Dataset entries
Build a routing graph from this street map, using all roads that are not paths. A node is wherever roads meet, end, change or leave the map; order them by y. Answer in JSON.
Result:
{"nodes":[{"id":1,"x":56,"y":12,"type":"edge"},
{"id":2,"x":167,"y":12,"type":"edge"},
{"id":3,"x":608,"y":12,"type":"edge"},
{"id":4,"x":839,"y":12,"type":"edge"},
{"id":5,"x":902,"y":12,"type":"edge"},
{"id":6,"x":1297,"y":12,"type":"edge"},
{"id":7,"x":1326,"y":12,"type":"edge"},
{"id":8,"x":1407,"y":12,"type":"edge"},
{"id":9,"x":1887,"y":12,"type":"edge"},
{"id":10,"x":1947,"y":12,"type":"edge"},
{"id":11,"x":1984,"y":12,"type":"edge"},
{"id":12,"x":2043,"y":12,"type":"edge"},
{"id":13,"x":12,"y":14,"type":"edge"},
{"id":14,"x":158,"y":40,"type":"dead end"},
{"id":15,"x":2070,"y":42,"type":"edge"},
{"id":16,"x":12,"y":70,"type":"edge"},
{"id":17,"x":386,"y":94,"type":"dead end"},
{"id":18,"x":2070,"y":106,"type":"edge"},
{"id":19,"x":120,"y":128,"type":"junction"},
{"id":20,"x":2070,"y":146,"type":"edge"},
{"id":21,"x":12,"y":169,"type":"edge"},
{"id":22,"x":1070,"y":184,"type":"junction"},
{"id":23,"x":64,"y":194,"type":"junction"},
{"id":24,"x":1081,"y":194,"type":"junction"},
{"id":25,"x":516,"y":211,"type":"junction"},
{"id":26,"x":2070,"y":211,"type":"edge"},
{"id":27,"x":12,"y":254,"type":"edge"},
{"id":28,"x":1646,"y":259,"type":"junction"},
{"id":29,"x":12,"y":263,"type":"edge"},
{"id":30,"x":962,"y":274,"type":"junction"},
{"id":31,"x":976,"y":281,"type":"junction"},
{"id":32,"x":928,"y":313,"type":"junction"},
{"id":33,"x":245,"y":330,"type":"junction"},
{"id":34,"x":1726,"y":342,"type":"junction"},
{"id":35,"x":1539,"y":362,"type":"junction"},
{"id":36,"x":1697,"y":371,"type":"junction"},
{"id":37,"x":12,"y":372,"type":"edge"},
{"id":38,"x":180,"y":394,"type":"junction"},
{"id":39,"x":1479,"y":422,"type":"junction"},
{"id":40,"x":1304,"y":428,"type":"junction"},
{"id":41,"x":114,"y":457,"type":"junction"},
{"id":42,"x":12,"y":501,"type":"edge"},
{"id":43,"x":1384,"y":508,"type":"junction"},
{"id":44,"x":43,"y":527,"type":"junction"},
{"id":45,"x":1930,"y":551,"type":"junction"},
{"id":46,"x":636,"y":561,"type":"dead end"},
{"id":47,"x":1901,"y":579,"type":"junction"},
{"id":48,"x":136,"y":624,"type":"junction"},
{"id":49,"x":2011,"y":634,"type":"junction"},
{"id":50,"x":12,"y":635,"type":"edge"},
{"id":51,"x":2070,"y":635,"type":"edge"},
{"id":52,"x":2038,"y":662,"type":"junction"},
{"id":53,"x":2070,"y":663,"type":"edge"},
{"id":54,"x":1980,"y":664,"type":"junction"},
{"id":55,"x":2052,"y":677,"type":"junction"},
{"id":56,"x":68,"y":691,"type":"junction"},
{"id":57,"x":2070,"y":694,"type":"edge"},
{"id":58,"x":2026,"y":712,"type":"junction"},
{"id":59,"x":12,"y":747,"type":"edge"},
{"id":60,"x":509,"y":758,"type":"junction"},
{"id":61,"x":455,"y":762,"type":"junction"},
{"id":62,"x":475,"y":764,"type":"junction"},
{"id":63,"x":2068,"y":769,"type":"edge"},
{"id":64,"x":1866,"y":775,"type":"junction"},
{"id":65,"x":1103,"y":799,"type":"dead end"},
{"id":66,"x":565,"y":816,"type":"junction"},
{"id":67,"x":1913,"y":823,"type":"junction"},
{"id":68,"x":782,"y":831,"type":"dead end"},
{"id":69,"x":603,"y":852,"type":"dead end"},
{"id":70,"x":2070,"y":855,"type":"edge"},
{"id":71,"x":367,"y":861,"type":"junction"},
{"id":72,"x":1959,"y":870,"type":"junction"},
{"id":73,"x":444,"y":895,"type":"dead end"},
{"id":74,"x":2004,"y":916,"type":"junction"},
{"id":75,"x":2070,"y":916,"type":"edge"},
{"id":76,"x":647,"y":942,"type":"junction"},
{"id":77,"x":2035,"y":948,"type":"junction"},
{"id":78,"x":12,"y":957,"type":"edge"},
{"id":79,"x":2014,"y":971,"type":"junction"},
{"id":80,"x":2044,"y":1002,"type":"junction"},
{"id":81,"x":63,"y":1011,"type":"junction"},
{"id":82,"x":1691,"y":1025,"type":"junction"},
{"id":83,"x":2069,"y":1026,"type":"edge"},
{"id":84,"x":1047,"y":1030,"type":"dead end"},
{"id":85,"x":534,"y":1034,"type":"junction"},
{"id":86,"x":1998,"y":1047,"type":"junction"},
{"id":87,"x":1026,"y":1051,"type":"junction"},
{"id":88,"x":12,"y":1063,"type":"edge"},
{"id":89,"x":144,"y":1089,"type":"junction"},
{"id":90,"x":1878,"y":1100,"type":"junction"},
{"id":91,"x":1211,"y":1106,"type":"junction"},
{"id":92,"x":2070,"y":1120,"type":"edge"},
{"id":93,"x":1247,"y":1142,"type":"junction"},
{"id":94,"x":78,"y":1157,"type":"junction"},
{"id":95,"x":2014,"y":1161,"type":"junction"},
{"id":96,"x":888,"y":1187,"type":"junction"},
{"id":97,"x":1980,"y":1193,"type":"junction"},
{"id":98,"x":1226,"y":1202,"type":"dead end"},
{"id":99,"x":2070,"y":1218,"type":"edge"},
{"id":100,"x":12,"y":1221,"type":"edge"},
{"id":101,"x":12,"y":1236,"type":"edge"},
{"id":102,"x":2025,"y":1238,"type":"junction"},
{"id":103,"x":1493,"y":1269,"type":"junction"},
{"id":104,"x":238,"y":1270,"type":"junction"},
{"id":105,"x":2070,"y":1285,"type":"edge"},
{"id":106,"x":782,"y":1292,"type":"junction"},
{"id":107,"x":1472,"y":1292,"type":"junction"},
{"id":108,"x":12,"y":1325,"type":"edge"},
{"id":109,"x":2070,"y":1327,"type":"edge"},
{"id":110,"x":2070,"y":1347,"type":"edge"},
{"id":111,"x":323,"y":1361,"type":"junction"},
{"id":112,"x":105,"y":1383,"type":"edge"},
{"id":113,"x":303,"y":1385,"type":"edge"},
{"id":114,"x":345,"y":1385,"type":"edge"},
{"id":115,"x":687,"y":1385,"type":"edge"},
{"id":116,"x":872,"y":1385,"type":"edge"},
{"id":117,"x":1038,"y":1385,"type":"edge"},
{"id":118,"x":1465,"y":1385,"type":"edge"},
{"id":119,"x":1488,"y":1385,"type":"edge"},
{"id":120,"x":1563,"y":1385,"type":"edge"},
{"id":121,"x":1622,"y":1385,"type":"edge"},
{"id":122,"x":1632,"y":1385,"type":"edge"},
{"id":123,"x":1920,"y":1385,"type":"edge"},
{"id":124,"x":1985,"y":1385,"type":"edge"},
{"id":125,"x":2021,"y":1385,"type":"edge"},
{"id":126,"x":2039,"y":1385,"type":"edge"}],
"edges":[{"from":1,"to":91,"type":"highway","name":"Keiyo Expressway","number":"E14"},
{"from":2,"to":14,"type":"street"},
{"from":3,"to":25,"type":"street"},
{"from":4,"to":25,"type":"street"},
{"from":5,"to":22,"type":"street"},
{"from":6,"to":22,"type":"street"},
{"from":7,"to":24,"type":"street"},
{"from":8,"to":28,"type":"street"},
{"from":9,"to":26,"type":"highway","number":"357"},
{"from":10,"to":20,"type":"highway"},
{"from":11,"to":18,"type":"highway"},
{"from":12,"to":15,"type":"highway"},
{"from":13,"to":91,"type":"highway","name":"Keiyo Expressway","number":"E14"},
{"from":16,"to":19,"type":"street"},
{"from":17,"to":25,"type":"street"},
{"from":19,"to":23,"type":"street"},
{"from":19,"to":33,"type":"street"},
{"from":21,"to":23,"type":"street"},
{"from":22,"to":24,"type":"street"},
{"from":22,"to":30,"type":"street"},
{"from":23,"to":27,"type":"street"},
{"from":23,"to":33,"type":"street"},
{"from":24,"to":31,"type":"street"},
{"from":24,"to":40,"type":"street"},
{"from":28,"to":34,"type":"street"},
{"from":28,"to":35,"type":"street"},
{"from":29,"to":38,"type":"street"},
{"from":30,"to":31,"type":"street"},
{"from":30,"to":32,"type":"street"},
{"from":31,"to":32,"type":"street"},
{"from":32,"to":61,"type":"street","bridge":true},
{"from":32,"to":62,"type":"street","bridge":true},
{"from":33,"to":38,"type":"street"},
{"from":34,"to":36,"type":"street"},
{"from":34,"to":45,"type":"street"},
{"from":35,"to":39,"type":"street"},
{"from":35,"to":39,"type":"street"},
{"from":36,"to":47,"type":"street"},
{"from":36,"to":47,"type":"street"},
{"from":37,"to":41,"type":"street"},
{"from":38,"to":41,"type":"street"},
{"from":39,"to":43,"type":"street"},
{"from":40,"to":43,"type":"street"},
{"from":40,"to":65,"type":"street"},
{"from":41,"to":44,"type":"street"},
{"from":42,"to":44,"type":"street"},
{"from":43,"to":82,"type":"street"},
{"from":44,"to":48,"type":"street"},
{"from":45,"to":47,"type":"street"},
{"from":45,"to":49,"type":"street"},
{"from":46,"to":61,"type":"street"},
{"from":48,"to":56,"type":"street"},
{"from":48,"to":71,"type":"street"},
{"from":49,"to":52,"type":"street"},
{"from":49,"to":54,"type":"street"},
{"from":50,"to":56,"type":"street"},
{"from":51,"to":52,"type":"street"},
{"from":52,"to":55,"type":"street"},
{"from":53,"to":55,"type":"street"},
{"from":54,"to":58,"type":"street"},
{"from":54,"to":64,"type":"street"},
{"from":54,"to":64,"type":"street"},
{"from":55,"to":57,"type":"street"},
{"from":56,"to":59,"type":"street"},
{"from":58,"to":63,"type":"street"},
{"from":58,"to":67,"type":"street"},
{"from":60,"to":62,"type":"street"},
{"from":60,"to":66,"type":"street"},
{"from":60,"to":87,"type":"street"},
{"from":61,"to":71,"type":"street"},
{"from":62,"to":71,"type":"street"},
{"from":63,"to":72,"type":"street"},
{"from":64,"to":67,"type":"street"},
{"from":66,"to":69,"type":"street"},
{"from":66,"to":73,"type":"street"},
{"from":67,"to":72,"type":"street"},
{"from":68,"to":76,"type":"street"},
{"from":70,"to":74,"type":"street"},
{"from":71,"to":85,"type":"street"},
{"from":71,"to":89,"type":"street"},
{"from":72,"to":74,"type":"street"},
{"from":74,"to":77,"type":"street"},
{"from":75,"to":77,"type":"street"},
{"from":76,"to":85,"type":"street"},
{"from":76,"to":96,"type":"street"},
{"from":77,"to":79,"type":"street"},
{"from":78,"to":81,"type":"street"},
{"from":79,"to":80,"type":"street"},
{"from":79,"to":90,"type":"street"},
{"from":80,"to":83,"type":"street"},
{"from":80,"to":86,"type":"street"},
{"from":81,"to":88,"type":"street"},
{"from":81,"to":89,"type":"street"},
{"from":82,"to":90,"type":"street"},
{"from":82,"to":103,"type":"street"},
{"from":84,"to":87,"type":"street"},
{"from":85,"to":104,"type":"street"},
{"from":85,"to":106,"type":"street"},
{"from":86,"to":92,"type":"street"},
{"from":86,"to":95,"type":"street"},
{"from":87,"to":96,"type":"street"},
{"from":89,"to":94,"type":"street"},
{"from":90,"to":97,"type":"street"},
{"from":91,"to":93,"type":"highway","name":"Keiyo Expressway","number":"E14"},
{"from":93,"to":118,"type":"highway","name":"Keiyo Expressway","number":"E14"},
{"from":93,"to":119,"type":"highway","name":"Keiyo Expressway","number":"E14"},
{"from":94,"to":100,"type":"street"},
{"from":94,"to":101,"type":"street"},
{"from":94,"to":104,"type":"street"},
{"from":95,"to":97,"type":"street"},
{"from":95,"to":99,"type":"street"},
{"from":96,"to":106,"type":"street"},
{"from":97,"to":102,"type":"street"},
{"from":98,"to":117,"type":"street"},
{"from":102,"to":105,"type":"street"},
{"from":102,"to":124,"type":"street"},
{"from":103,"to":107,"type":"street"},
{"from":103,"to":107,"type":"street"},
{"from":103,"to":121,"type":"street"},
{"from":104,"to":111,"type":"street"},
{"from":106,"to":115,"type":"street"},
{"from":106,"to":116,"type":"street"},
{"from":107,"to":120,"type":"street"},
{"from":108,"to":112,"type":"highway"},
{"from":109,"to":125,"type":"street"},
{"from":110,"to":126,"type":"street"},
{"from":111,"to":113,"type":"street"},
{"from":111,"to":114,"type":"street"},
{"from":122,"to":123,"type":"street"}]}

**WORK TASK**
Return the total number of lines in the records that contain "true", without any explanation.

**ANSWER BELOW**
2